Sunday, February 12, 2012
Sunday, February 5, 2012
If asked to define what it is to be a hipster, one might be tempted to give a number of answers. Passion for obscure bands, obtuse fashion sense, cheapness masquerading as quirkiness or upper-middle-class white self loathing are all popular. In actuality, most of the culture boils down to judging. Judging items, activities, bands, companies, clothes, oneself and most importantly other people. If someone else is less savvy, cutting edge or knowledgeable than you, doesn't that mean you are a better person?
Hipsters must therefore strive at all times to stay a step ahead of everyone else. Worshiping the most obscure bands available and then dismissing them after they come out with their first LP is a good start. Successfully using the phrase "I was into them before..." is rumored to actually make a hipster's penis larger.
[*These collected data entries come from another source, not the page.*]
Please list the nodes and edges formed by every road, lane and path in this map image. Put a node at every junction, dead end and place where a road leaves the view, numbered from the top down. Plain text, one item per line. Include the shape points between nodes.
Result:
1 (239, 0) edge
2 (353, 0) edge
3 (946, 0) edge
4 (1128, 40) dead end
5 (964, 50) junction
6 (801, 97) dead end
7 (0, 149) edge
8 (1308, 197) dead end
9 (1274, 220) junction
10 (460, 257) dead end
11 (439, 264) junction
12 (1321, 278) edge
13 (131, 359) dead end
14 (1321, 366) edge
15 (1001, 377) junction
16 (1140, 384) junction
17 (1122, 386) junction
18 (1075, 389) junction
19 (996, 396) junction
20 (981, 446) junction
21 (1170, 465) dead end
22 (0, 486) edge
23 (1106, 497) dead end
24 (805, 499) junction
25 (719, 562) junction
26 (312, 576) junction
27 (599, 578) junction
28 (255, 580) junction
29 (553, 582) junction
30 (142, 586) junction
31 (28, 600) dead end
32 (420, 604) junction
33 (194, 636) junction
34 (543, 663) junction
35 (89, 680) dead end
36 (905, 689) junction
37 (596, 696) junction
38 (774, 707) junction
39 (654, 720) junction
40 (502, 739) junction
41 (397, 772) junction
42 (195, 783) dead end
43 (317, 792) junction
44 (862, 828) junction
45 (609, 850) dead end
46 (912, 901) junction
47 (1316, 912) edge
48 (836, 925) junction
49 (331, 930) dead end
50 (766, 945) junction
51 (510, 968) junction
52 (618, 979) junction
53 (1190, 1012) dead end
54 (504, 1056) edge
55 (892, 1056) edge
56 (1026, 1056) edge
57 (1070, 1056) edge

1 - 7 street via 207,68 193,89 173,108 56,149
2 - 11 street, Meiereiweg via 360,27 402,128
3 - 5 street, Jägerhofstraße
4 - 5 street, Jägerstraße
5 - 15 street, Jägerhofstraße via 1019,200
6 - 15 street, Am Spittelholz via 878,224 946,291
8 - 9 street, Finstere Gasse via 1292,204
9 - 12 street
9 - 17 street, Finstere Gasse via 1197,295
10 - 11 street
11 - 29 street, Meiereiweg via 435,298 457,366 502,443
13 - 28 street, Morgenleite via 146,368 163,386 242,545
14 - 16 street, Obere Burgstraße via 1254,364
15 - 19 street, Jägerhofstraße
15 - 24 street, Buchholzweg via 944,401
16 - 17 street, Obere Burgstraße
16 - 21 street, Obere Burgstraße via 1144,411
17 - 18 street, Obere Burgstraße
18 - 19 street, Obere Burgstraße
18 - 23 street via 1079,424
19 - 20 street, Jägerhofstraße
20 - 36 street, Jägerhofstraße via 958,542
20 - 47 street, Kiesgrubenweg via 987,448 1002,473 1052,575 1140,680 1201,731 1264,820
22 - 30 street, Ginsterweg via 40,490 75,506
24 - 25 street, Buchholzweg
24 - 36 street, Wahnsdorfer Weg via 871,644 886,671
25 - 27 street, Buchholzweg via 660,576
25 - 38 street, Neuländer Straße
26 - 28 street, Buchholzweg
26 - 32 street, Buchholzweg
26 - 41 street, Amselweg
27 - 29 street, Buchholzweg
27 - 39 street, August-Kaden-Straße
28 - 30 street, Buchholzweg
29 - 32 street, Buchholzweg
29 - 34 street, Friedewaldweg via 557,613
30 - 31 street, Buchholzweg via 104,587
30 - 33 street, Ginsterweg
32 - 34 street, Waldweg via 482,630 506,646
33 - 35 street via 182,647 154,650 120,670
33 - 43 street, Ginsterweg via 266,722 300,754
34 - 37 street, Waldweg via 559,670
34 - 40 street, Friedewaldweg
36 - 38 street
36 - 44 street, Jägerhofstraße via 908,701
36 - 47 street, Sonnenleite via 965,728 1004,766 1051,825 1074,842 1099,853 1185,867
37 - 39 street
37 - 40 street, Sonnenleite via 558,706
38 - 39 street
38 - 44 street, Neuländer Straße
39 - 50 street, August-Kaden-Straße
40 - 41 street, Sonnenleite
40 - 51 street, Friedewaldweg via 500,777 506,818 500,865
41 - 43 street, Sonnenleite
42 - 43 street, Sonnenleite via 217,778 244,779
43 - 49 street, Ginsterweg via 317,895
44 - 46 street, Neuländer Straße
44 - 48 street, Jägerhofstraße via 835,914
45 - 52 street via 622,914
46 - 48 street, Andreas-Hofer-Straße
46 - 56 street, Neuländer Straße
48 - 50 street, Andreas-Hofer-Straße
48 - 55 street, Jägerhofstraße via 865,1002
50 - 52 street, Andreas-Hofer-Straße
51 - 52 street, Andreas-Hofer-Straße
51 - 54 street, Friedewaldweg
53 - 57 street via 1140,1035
Hipsters also attempt to stay on the cusp of their perverted version of fashion. Are black framed glasses out? Try 60's horn-rims. Does your friend have his lip pierced? Try cutting yours off. This isn't about beauty or even basic hygiene. This is about looking like you traveled back from the not too distant future. A future populated by douchebags.
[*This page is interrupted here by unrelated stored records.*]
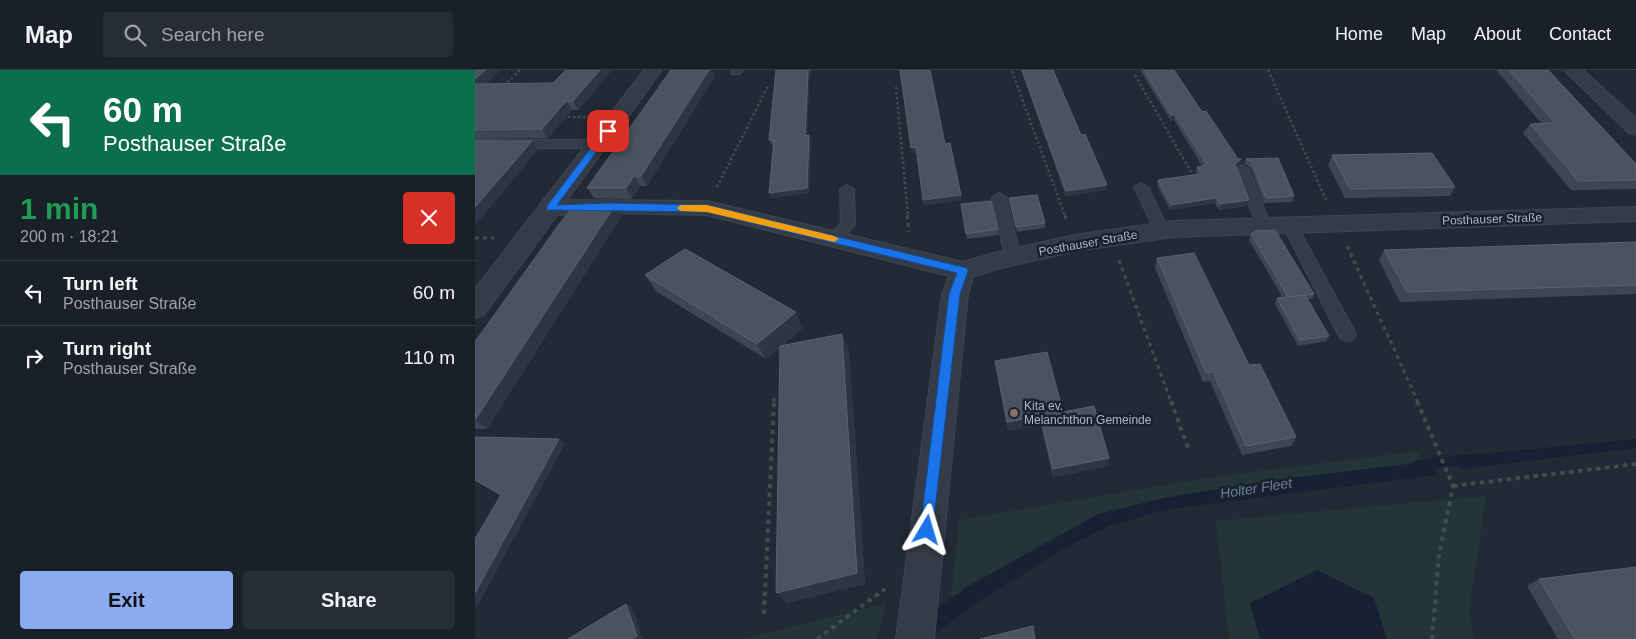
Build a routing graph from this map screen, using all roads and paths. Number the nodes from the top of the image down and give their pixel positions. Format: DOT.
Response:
graph roads {
  1 [pos="520,70"];
  2 [pos="653,70"];
  3 [pos="1268,70"];
  4 [pos="1573,70"];
  5 [pos="1013,71"];
  6 [pos="1135,75"];
  7 [pos="768,86"];
  8 [pos="896,87"];
  9 [pos="501,89"];
  10 [pos="554,117"];
  11 [pos="618,117"];
  12 [pos="1636,129"];
  13 [pos="475,144"];
  14 [pos="597,144"];
  15 [pos="1242,169"];
  16 [pos="1195,178"];
  17 [pos="1141,187"];
  18 [pos="847,189"];
  19 [pos="999,197"];
  20 [pos="550,208"];
  21 [pos="707,208"];
  22 [pos="1636,214"];
  23 [pos="1337,224"];
  24 [pos="1264,226"];
  25 [pos="1290,226"];
  26 [pos="1163,231"];
  27 [pos="1111,238"];
  28 [pos="833,239"];
  29 [pos="1075,243"];
  30 [pos="1013,257"];
  31 [pos="911,258"];
  32 [pos="963,271"];
  33 [pos="475,308"];
  34 [pos="1347,334"];
  35 [pos="773,394"];
  36 [pos="1188,448"];
  37 [pos="1636,464"];
  38 [pos="1453,486"];
  39 [pos="885,588"];
  40 [pos="764,614"];
  41 [pos="916,623"];
  42 [pos="817,639"];
  43 [pos="1432,639"];
  1 -- 9 [label="path"];
  2 -- 11 [label="street"];
  3 -- 23 [label="path"];
  4 -- 12 [label="street"];
  5 -- 29 [label="path"];
  6 -- 16 [label="path"];
  7 -- 21 [label="path"];
  8 -- 31 [label="path"];
  10 -- 11 [label="path"];
  11 -- 14 [label="street"];
  13 -- 14 [label="lane"];
  14 -- 20 [label="street"];
  15 -- 24 [label="lane"];
  17 -- 26 [label="lane"];
  18 -- 28 [label="lane"];
  19 -- 30 [label="lane"];
  20 -- 21 [label="street, Posthauser Straße"];
  20 -- 33 [label="street"];
  21 -- 28 [label="street, Posthauser Straße"];
  22 -- 23 [label="street, Posthauser Straße"];
  23 -- 25 [label="street, Posthauser Straße"];
  23 -- 38 [label="path"];
  24 -- 25 [label="street, Posthauser Straße"];
  24 -- 26 [label="street, Posthauser Straße"];
  25 -- 34 [label="lane"];
  26 -- 27 [label="street, Posthauser Straße"];
  27 -- 29 [label="street, Posthauser Straße"];
  27 -- 36 [label="path"];
  28 -- 31 [label="street, Posthauser Straße"];
  29 -- 30 [label="street, Posthauser Straße"];
  30 -- 32 [label="street, Posthauser Straße"];
  31 -- 32 [label="street, Posthauser Straße"];
  32 -- 41 [label="street"];
  35 -- 40 [label="path"];
  37 -- 38 [label="path"];
  38 -- 43 [label="path"];
  39 -- 42 [label="path"];
}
You may be wondering: isn't all this ridiculous scrambling to attach oneself to the next big thing exhausting? Doesn't it reflect a deep personal flaw that people would choose to relentlessly consume rather than attempt to create? Isn't this a sad comment on the state of society that people would glorify this type of inane behavior? Well, that's exactly what I'd expect someone who didn't buy the In Rainbows boxset to say, asshole! Maybe you'd prefer Coldplay?"
____________________ The good memories are vague The painful ones stay Do not stand at my grave and weep; I am not there, I do not sleep...
Word/Expression of the Day: A slippery slope argument (SSA), in logic, critical thinking, political rhetoric, and caselaw, is a consequen...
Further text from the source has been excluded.